## [EXERCISE INSTRUCTIONS]
All of the data below should be set down again verbatim, without any images.

(Recorded data)

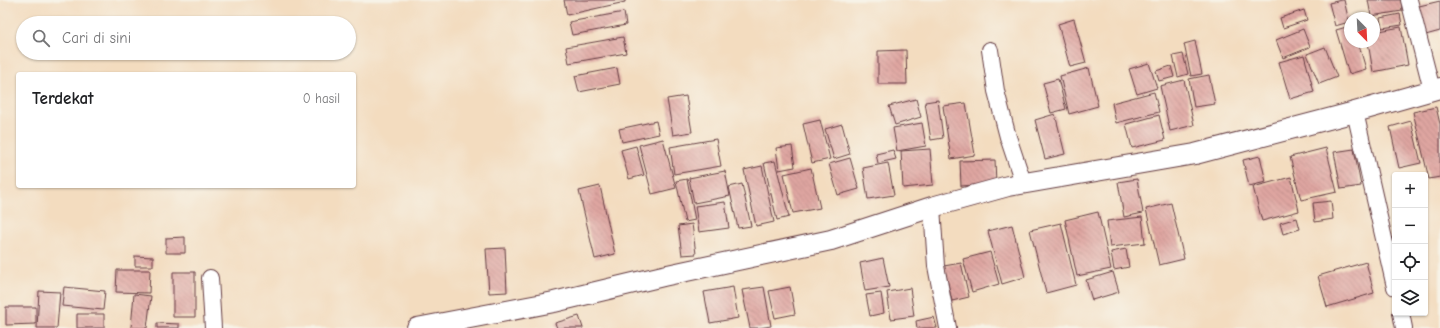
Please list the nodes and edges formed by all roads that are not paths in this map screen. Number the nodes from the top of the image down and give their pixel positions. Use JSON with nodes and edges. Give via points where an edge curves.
{"nodes":[{"id":1,"x":1409,"y":0,"type":"edge"},
{"id":2,"x":990,"y":50,"type":"dead end"},
{"id":3,"x":1436,"y":89,"type":"edge"},
{"id":4,"x":1355,"y":112,"type":"junction"},
{"id":5,"x":1023,"y":182,"type":"junction"},
{"id":6,"x":932,"y":207,"type":"junction"},
{"id":7,"x":210,"y":278,"type":"dead end"},
{"id":8,"x":1393,"y":280,"type":"edge"},
{"id":9,"x":1402,"y":316,"type":"edge"},
{"id":10,"x":213,"y":328,"type":"edge"},
{"id":11,"x":417,"y":328,"type":"edge"},
{"id":12,"x":948,"y":328,"type":"edge"},
{"id":13,"x":1404,"y":328,"type":"edge"}],
"edges":[{"from":1,"to":3,"type":"street"},
{"from":2,"to":5,"type":"street","via":[[996,91]]},
{"from":3,"to":4,"type":"street"},
{"from":4,"to":5,"type":"street","via":[[1195,154]]},
{"from":4,"to":8,"type":"street"},
{"from":5,"to":6,"type":"street"},
{"from":6,"to":11,"type":"street","via":[[831,240],[554,302]]},
{"from":6,"to":12,"type":"street","via":[[936,266]]},
{"from":7,"to":10,"type":"street"},
{"from":9,"to":13,"type":"street"}]}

## [EXERCISE RESULT]
Please list the nodes and edges formed by all roads that are not paths in this map screen. Number the nodes from the top of the image down and give their pixel positions. Use JSON with nodes and edges. Give via points where an edge curves.
{"nodes":[{"id":1,"x":1409,"y":0,"type":"edge"},
{"id":2,"x":990,"y":50,"type":"dead end"},
{"id":3,"x":1436,"y":89,"type":"edge"},
{"id":4,"x":1355,"y":112,"type":"junction"},
{"id":5,"x":1023,"y":182,"type":"junction"},
{"id":6,"x":932,"y":207,"type":"junction"},
{"id":7,"x":210,"y":278,"type":"dead end"},
{"id":8,"x":1393,"y":280,"type":"edge"},
{"id":9,"x":1402,"y":316,"type":"edge"},
{"id":10,"x":213,"y":328,"type":"edge"},
{"id":11,"x":417,"y":328,"type":"edge"},
{"id":12,"x":948,"y":328,"type":"edge"},
{"id":13,"x":1404,"y":328,"type":"edge"}],
"edges":[{"from":1,"to":3,"type":"street"},
{"from":2,"to":5,"type":"street","via":[[996,91]]},
{"from":3,"to":4,"type":"street"},
{"from":4,"to":5,"type":"street","via":[[1195,154]]},
{"from":4,"to":8,"type":"street"},
{"from":5,"to":6,"type":"street"},
{"from":6,"to":11,"type":"street","via":[[831,240],[554,302]]},
{"from":6,"to":12,"type":"street","via":[[936,266]]},
{"from":7,"to":10,"type":"street"},
{"from":9,"to":13,"type":"street"}]}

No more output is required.